■ **Exercise**
What lines in the records below contain the string "dead"? Copy every one.

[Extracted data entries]
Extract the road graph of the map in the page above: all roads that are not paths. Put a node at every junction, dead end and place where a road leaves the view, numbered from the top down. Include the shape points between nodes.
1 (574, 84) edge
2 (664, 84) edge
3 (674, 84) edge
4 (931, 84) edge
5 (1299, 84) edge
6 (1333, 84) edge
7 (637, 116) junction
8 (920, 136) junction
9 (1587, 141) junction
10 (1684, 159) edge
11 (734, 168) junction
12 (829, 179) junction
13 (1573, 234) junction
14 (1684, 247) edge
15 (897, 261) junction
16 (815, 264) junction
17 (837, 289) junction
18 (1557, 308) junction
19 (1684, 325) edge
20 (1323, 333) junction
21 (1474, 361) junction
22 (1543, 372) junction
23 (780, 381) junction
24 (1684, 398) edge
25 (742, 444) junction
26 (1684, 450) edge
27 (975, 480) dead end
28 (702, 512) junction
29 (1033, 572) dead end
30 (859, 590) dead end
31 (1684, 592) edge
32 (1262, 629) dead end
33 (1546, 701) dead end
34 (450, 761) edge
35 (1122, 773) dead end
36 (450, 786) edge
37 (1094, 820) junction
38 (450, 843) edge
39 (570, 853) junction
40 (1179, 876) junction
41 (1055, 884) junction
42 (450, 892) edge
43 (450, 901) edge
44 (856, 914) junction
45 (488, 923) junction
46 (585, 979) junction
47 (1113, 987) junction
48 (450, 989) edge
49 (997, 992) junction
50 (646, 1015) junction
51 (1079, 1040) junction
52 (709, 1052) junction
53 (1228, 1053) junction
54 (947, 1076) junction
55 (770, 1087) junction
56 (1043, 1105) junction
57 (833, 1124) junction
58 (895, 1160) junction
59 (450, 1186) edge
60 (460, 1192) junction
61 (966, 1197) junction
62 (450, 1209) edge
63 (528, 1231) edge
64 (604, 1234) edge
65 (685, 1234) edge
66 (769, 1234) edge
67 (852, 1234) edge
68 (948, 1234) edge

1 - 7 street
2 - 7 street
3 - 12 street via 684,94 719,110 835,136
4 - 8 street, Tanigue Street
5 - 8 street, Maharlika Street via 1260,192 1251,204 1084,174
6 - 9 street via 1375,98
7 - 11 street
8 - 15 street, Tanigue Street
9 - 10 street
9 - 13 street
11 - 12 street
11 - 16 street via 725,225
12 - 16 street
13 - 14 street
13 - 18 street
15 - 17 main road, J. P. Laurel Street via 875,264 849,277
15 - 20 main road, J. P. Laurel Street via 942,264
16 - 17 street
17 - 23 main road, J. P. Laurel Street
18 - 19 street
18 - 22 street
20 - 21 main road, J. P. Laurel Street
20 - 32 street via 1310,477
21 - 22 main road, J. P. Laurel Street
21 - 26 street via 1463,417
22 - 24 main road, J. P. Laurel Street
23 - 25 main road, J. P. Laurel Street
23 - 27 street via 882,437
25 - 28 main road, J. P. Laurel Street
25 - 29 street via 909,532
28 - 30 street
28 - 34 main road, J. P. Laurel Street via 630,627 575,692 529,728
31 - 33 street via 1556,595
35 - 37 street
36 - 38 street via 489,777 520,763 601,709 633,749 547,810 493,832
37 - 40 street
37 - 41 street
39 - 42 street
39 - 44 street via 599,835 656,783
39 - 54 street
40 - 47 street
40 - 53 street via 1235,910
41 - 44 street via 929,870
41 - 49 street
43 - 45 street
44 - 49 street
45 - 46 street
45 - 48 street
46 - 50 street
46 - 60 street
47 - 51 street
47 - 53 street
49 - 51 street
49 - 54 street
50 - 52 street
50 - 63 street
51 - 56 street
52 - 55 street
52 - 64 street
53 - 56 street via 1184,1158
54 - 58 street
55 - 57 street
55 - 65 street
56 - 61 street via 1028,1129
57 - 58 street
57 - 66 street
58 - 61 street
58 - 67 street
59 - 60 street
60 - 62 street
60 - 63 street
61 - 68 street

■ **Answer for this exercise**
Extract the road graph of the map in the page above: all roads that are not paths. Put a node at every junction, dead end and place where a road leaves the view, numbered from the top down. Include the shape points between nodes.
27 (975, 480) dead end
29 (1033, 572) dead end
30 (859, 590) dead end
32 (1262, 629) dead end
33 (1546, 701) dead end
35 (1122, 773) dead end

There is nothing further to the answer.